3.3. Since deep learning models are not amenable to convex optimization (i.e., no global minimum guarantee), we trained five different instantiations of each model in order to assess variance in performance. When performing transfer task experiments, we then aggregated mean and standard deviation statistics across embeddings from all five networks of a given type.
4.1 Transfer Experiments on EMBER
As an initial evaluation of our embeddings, we performed two transfer tasks on the EMBER 2018 dataset: malware detection and malware family classification.
The 2018 version of the EMBER dataset consists of PE malware and goodware features and labels. Samples are time-distributed between 2017 and 2018, with the training partition temporally preceding the test partition. The training partition consists of 300k malware samples, 300k benign samples, and 200k unlabeled samples that—consistent with the majority of papers that use EMBER—we do not utilize during training. The testing partition consists of 100k malware samples and 100k benign samples. While the precise criterion for malicious vs. benign labels is proprietary, EMBER malware family labels, which we use in our transfer experiments were derived via AVClass [
39]. In order to obtain CAPA telemetry, we pulled the original PE files from a vendor aggregator and ran them through Mandiant’s open source CAPA v1 tool.

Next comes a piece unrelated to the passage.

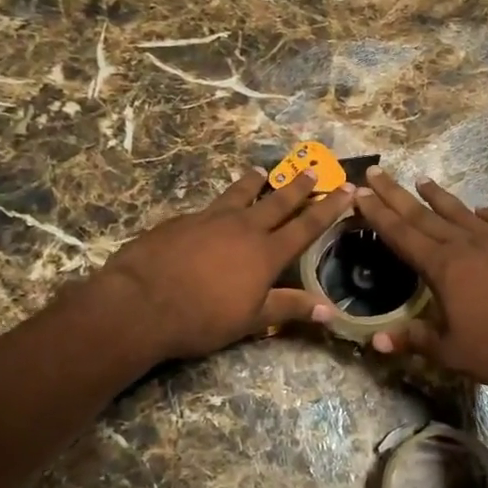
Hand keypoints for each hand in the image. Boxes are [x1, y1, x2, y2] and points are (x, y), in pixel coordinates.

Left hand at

The malware detection transfer task aims to detect malware using EMBER’s malicious/benign labels. For this task, we extracted embeddings across both train and test partitions of EMBER 2018. We then fit a lightGBM ensemble with 1,000 trees and otherwise default parameters over the embeddings extracted from the training set, and evaluated using embeddings extracted from the test set. The results of this experiment are shown in Figure
6(a) in terms of the
area under the ROC (
AU-ROC) curve on the test set.
In this experimental setting, we tried different weightings of the mixed objective loss, with the Spearman component both unweighted and up-weighted by a factor of 10 to be on the same scale as the contrastive component. We notice that the transfer performance on the contrastive loss embedding significantly outperforms the transfer performance on the Spearman loss embedding. However, both embeddings which use a combination of the two losses offer better classification performance than strictly either of the embeddings trained on a solo loss (Spearman or Contrastive), with the weighted mixed objective loss outperforming the unweighted. Note that none of the transfer malicious/benign classifiers on EMBER 2018 exceed the baseline model from [
2].
The second transfer task is a malware family recognition task, which utilizes a 1-nearest neighbor classifier in the embedding space in conjunction with the EMBER 2018 malware family labels (derived via AVClass [
39]) to predict the family for malicious samples. These results are shown in Figure
6(b). While here the performance evaluation is in terms of accuracy not AU-ROC, we notice the same performance trend across embedding types as for the detection transfer task—that is, the mixed objective equals or out performs contrastive or Spearman loss in isolation.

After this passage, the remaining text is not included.